▶ **YOUR GOAL**
From the data that follows, copy every line holding the string "Avenida".

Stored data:
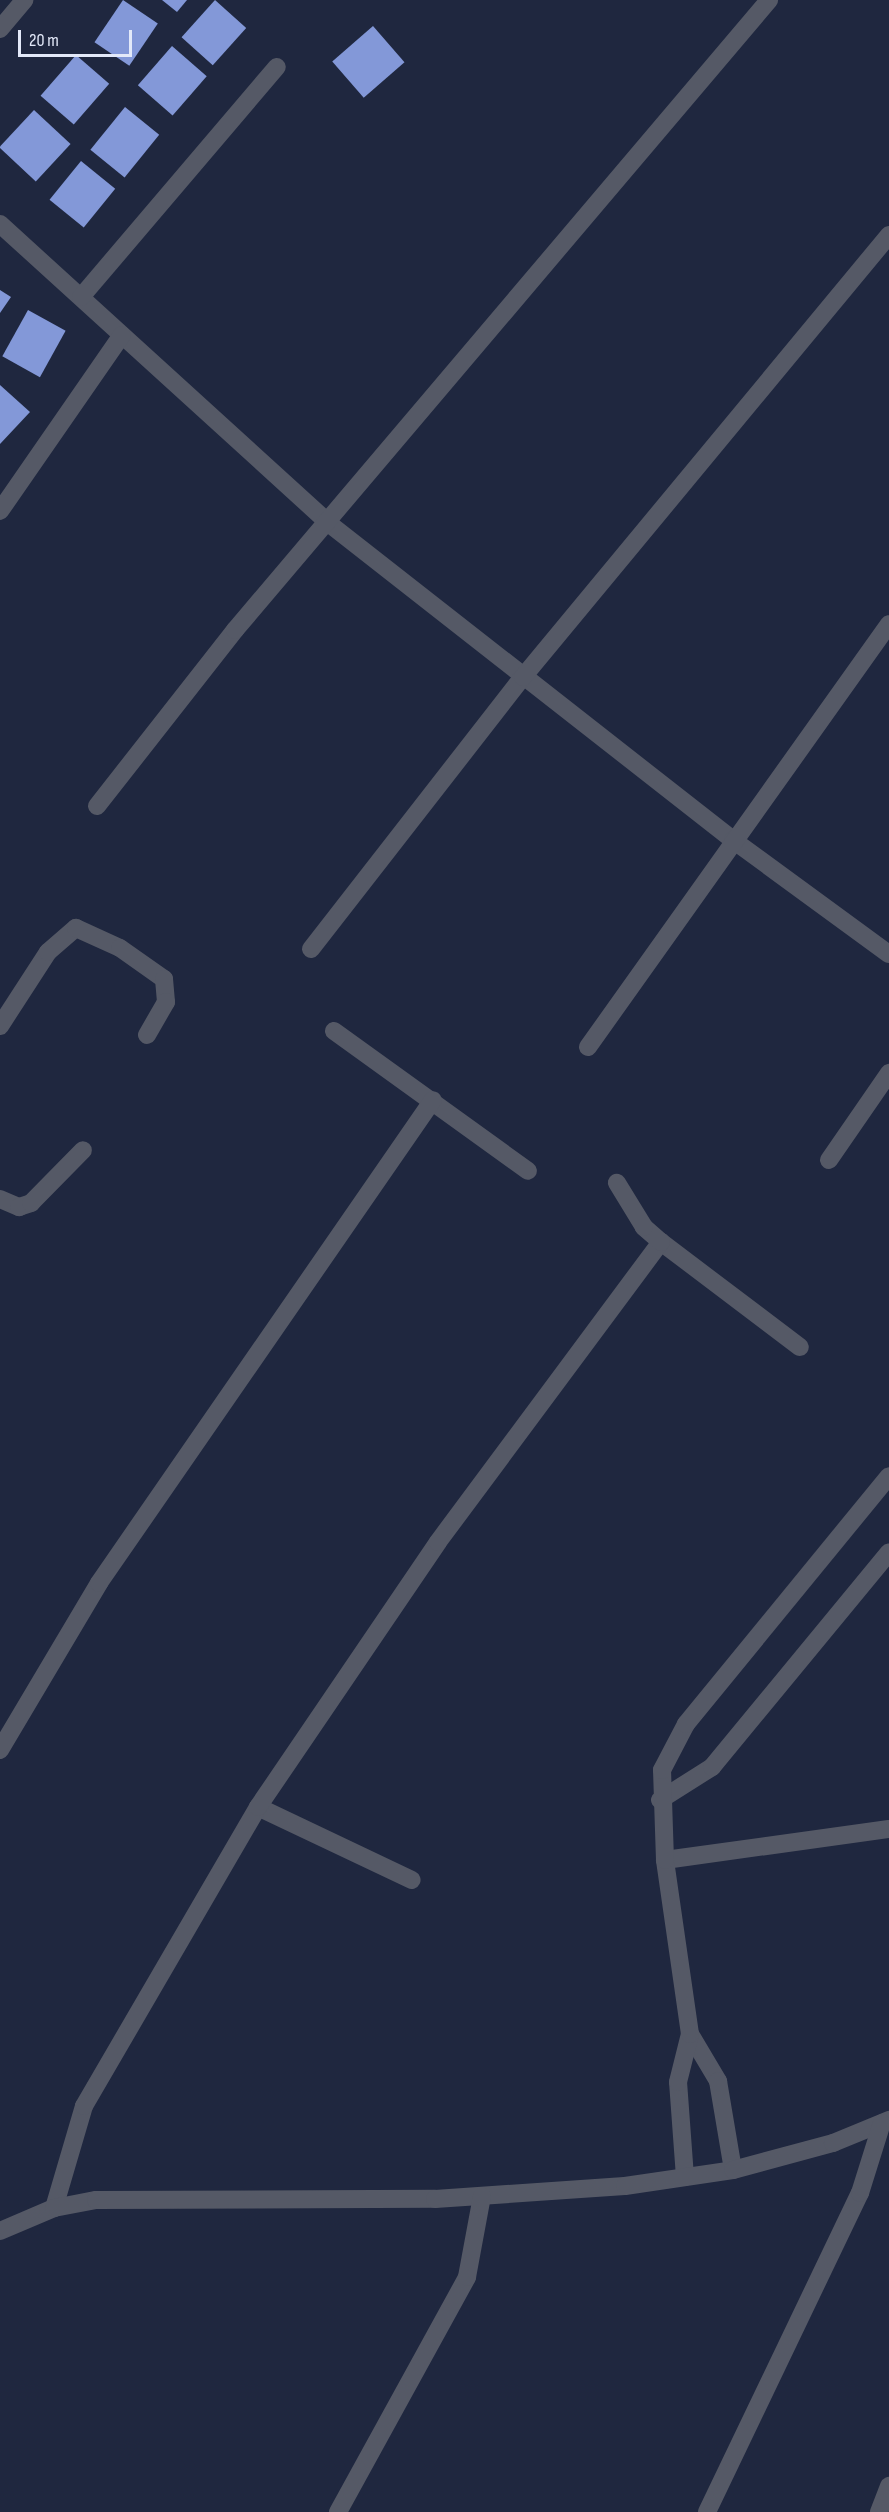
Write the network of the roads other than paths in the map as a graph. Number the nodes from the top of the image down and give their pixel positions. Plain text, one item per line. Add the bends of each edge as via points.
1 (24, 0) edge
2 (769, 0) edge
3 (0, 29) edge
4 (277, 67) dead end
5 (0, 224) edge
6 (889, 235) edge
7 (81, 297) junction
8 (122, 335) junction
9 (0, 511) edge
10 (327, 522) junction
11 (889, 624) edge
12 (523, 677) junction
13 (97, 806) dead end
14 (733, 840) junction
15 (311, 949) dead end
16 (889, 954) edge
17 (0, 1026) edge
18 (334, 1031) dead end
19 (147, 1035) dead end
20 (588, 1047) dead end
21 (889, 1073) edge
22 (433, 1100) junction
23 (83, 1150) dead end
24 (829, 1160) dead end
25 (528, 1171) dead end
26 (617, 1183) dead end
27 (0, 1199) edge
28 (662, 1242) junction
29 (800, 1347) dead end
30 (889, 1476) edge
31 (889, 1552) edge
32 (0, 1750) edge
33 (660, 1800) junction
34 (258, 1807) junction
35 (889, 1829) edge
36 (664, 1860) junction
37 (412, 1880) dead end
38 (690, 2034) junction
39 (886, 2122) edge
40 (733, 2170) junction
41 (685, 2177) junction
42 (482, 2196) junction
43 (54, 2208) junction
44 (0, 2231) edge
45 (889, 2487) edge
46 (338, 2512) edge
47 (707, 2512) edge
48 (879, 2512) edge

1 - 3 street
2 - 10 street
4 - 7 street
5 - 7 street
6 - 12 street
7 - 8 street
8 - 9 street
8 - 10 street
10 - 12 street
10 - 13 street
11 - 14 street
12 - 14 street
12 - 15 street
14 - 16 street
14 - 20 street
17 - 19 street via 48,952 76,928 120,948 164,979 166,1002
18 - 22 street
21 - 24 street
22 - 25 street
22 - 32 street via 99,1582
23 - 27 street via 31,1203 19,1207
26 - 28 street via 644,1227
28 - 29 street
28 - 34 street via 459,1513
30 - 33 street via 686,1724 668,1752
31 - 33 street via 712,1767
33 - 36 street
34 - 37 street
34 - 43 street via 84,2106
35 - 36 street
36 - 38 street
38 - 40 street via 718,2081
38 - 41 street via 678,2082
39 - 40 street via 832,2143
39 - 47 street via 860,2193
40 - 41 street
41 - 42 street
42 - 43 street via 151,2198
42 - 46 street via 467,2277
43 - 44 street
45 - 48 street

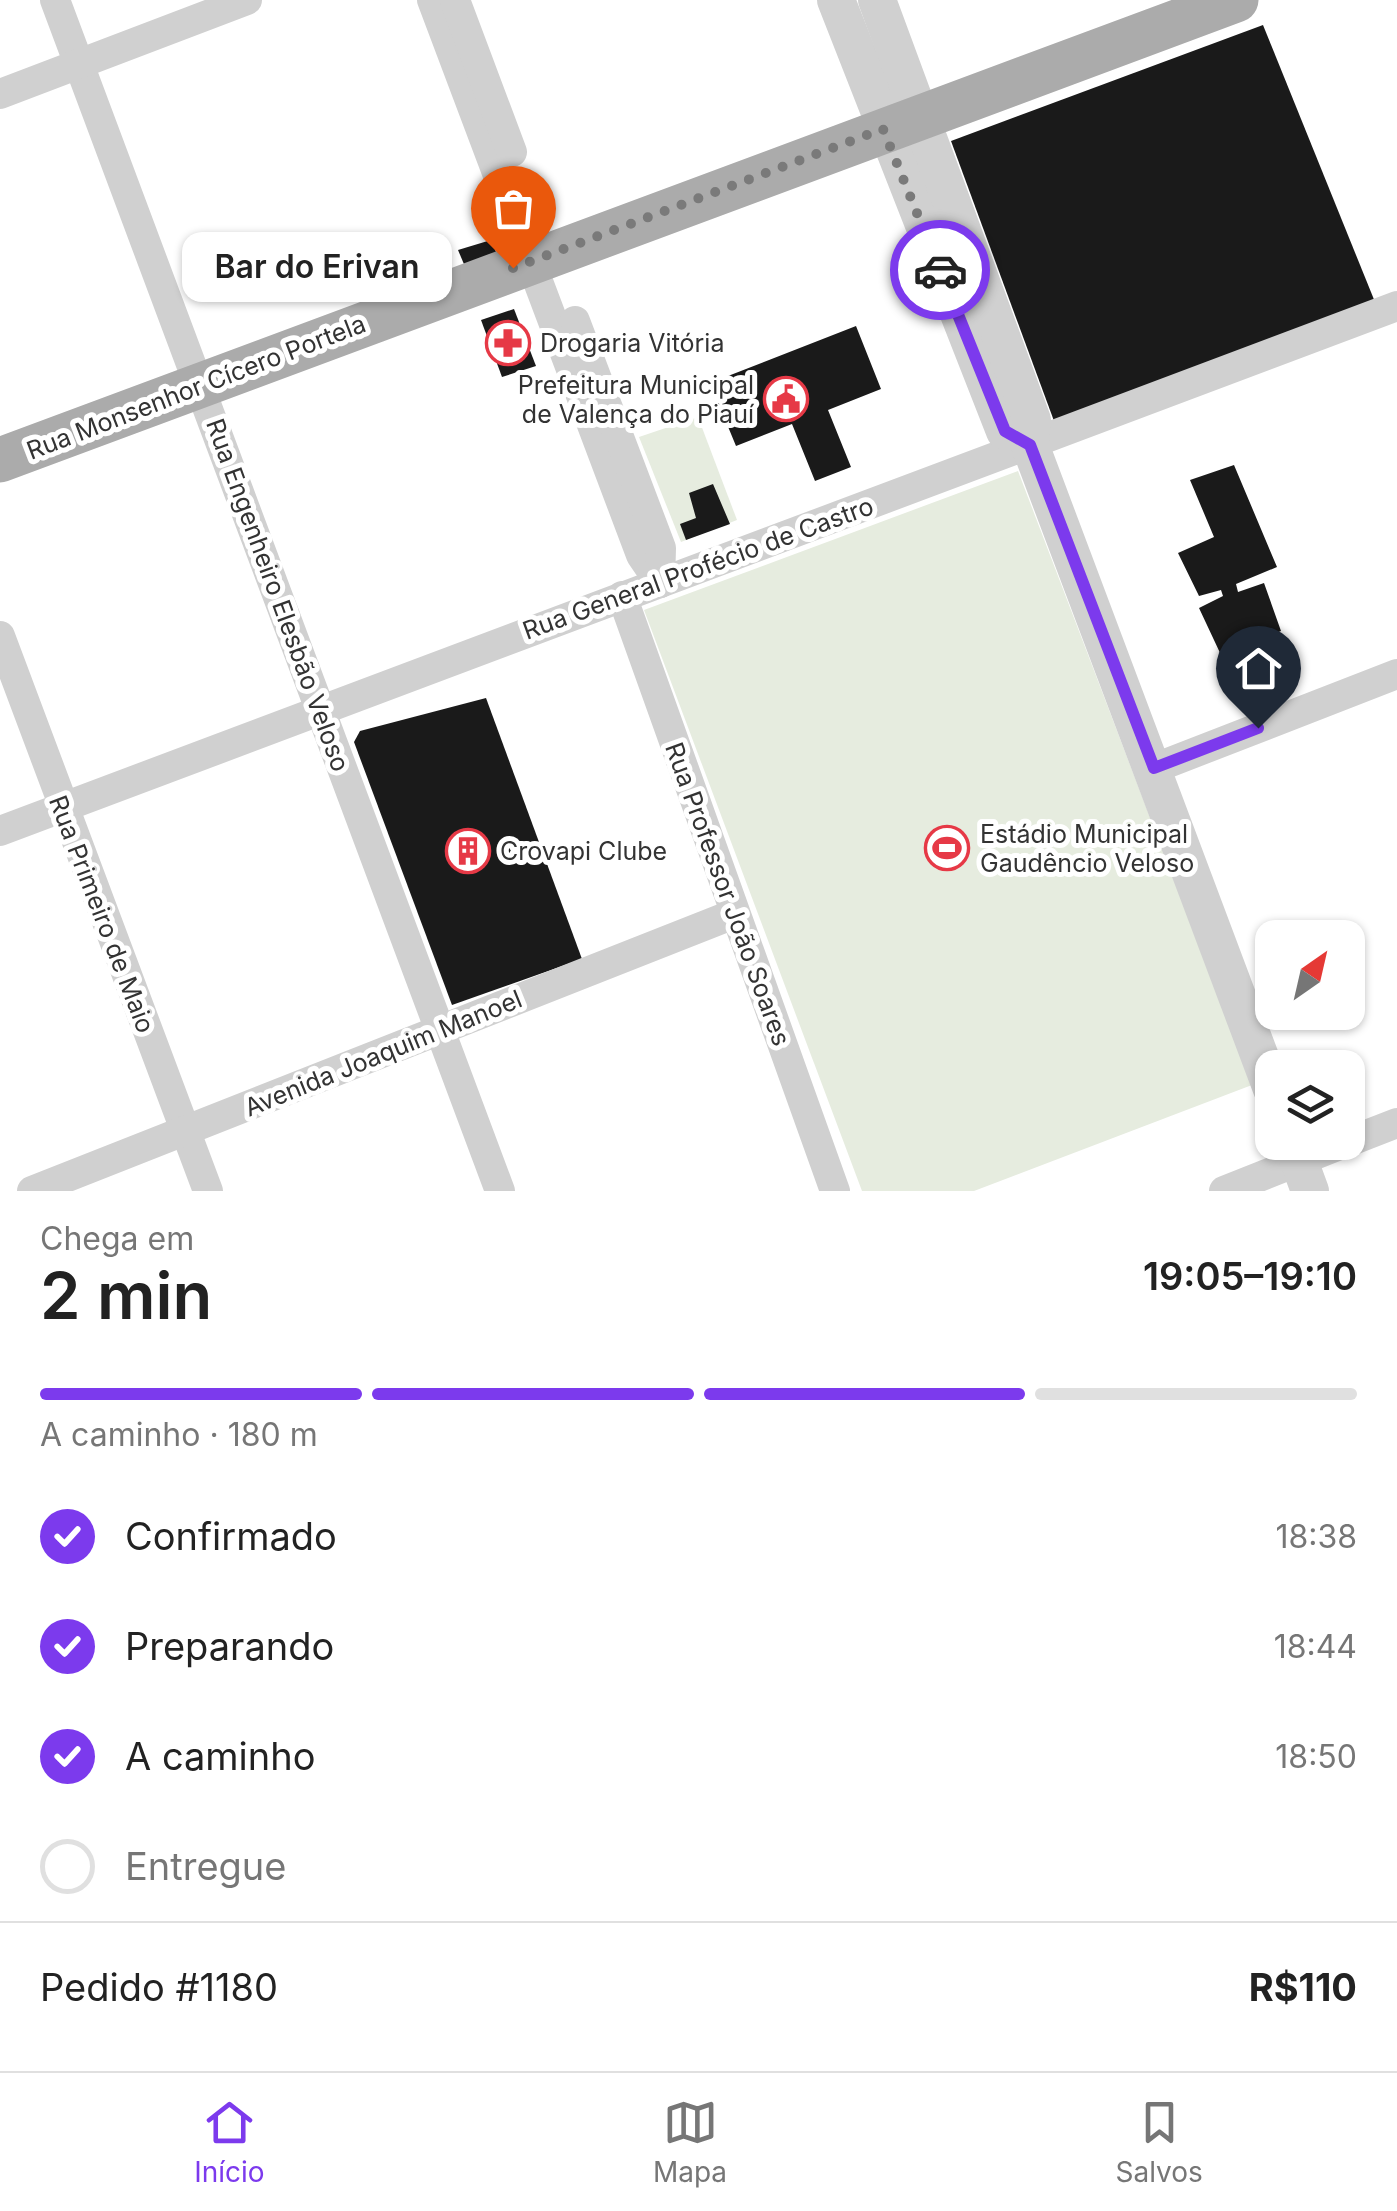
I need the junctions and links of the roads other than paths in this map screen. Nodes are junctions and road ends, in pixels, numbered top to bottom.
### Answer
1 (55, 0) edge
2 (248, 0) edge
3 (432, 0) edge
4 (455, 0) edge
5 (836, 0) edge
6 (877, 0) edge
7 (1236, 0) edge
8 (79, 64) junction
9 (0, 94) edge
10 (902, 122) junction
11 (540, 258) junction
12 (1397, 306) edge
13 (202, 384) junction
14 (1030, 445) junction
15 (0, 460) edge
16 (660, 583) junction
17 (622, 596) junction
18 (0, 636) edge
19 (1397, 674) edge
20 (318, 710) junction
21 (1154, 768) junction
22 (61, 808) junction
23 (0, 831) edge
24 (734, 914) junction
25 (441, 1030) junction
26 (1258, 1050) edge
27 (1397, 1124) edge
28 (186, 1130) junction
29 (1365, 1136) edge
30 (1300, 1165) edge
31 (32, 1191) edge
32 (208, 1191) edge
33 (500, 1191) edge
34 (835, 1191) edge
35 (1224, 1191) edge

1 - 8 street, Rua Engenheiro Elesbão Veloso
2 - 8 street
3 - 11 street
4 - 11 street
5 - 10 street
6 - 10 street
7 - 10 main road, Rua Monsenhor Cícero Portela
8 - 9 street
8 - 13 street, Rua Engenheiro Elesbão Veloso
10 - 11 main road, Rua Monsenhor Cícero Portela
10 - 14 street
11 - 13 main road, Rua Monsenhor Cícero Portela
11 - 16 street
12 - 14 street, Rua General Profécio de Castro
13 - 15 main road, Rua Monsenhor Cícero Portela
13 - 20 street, Rua Engenheiro Elesbão Veloso
14 - 16 street, Rua General Profécio de Castro
14 - 21 street
16 - 17 street, Rua General Profécio de Castro
17 - 20 street, Rua General Profécio de Castro
17 - 24 street, Rua Professor João Soares
18 - 22 street, Rua Primeiro de Maio
19 - 21 street
20 - 22 street, Rua General Profécio de Castro
20 - 25 street, Rua Engenheiro Elesbão Veloso
21 - 26 street
22 - 23 street, Rua General Profécio de Castro
22 - 28 street, Rua Primeiro de Maio
24 - 25 street, Avenida Joaquim Manoel
24 - 34 street, Rua Professor João Soares
25 - 28 street, Avenida Joaquim Manoel
25 - 33 street, Rua Engenheiro Elesbão Veloso
27 - 29 street
28 - 31 street, Avenida Joaquim Manoel
28 - 32 street, Rua Primeiro de Maio
30 - 35 street

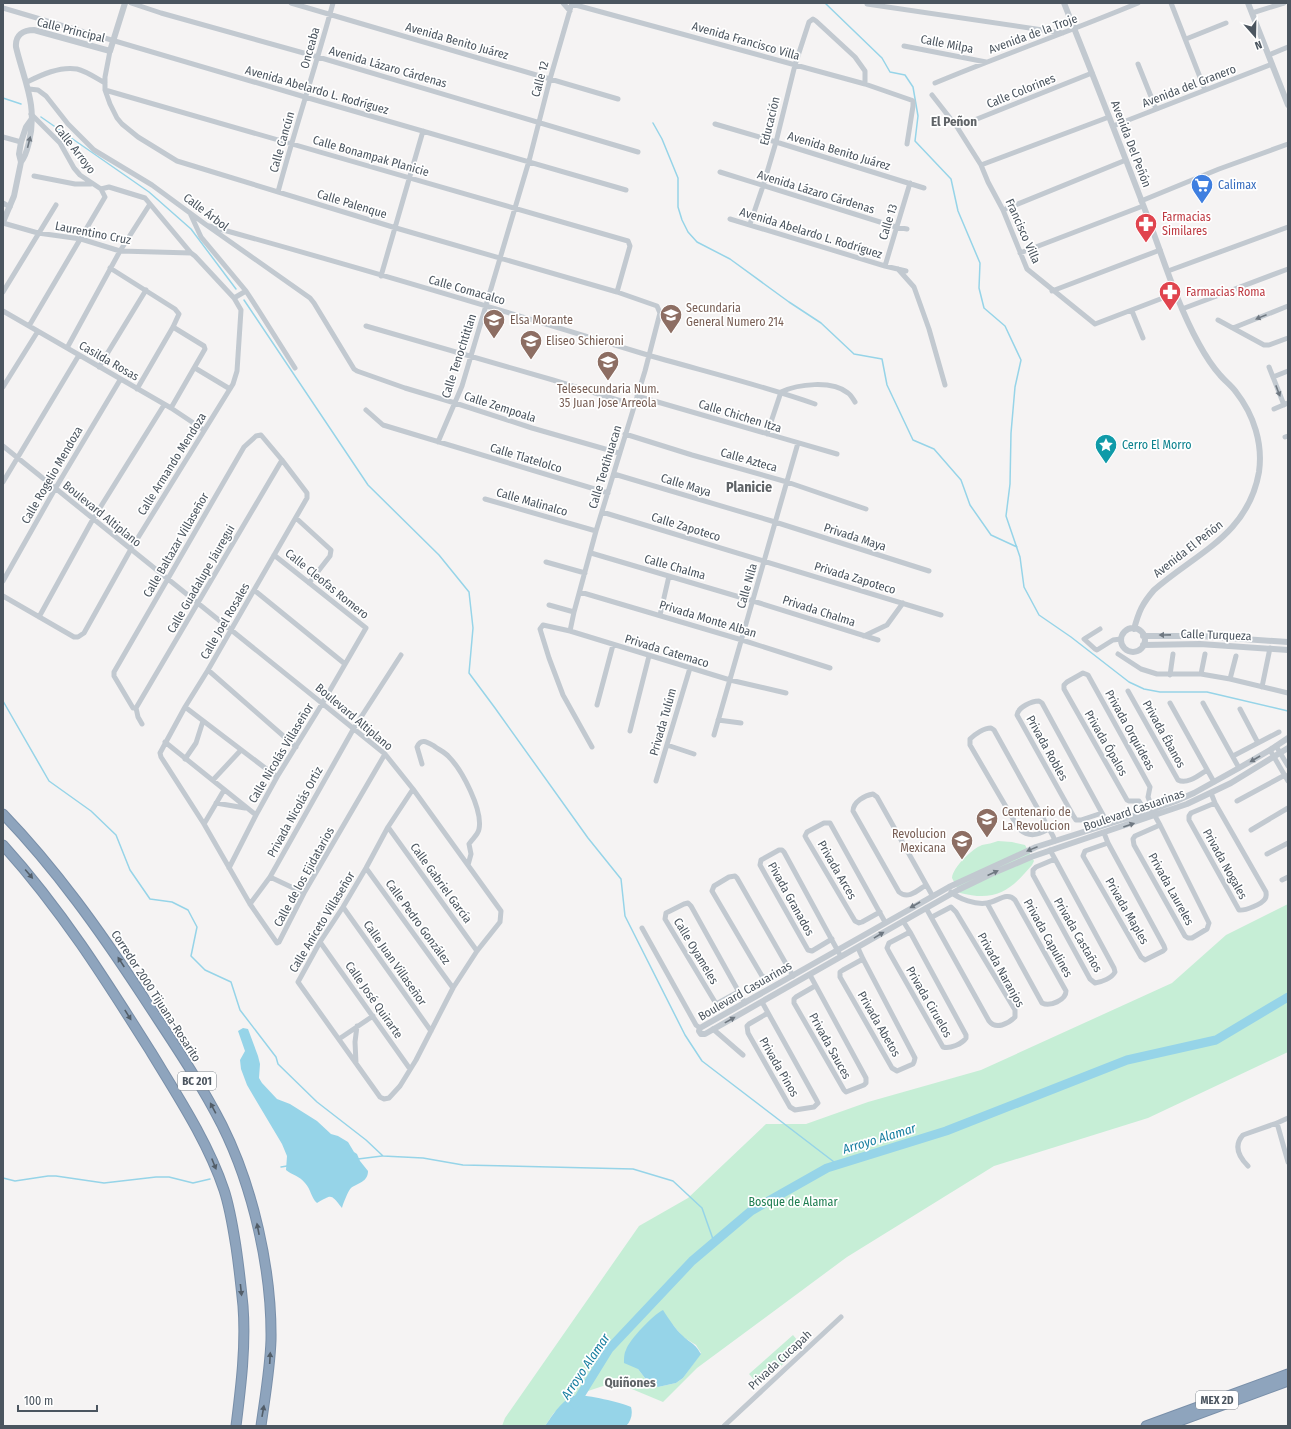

▶ **ANSWER TO THE PROBLEM**
24 - 25 street, Avenida Joaquim Manoel
25 - 28 street, Avenida Joaquim Manoel
28 - 31 street, Avenida Joaquim Manoel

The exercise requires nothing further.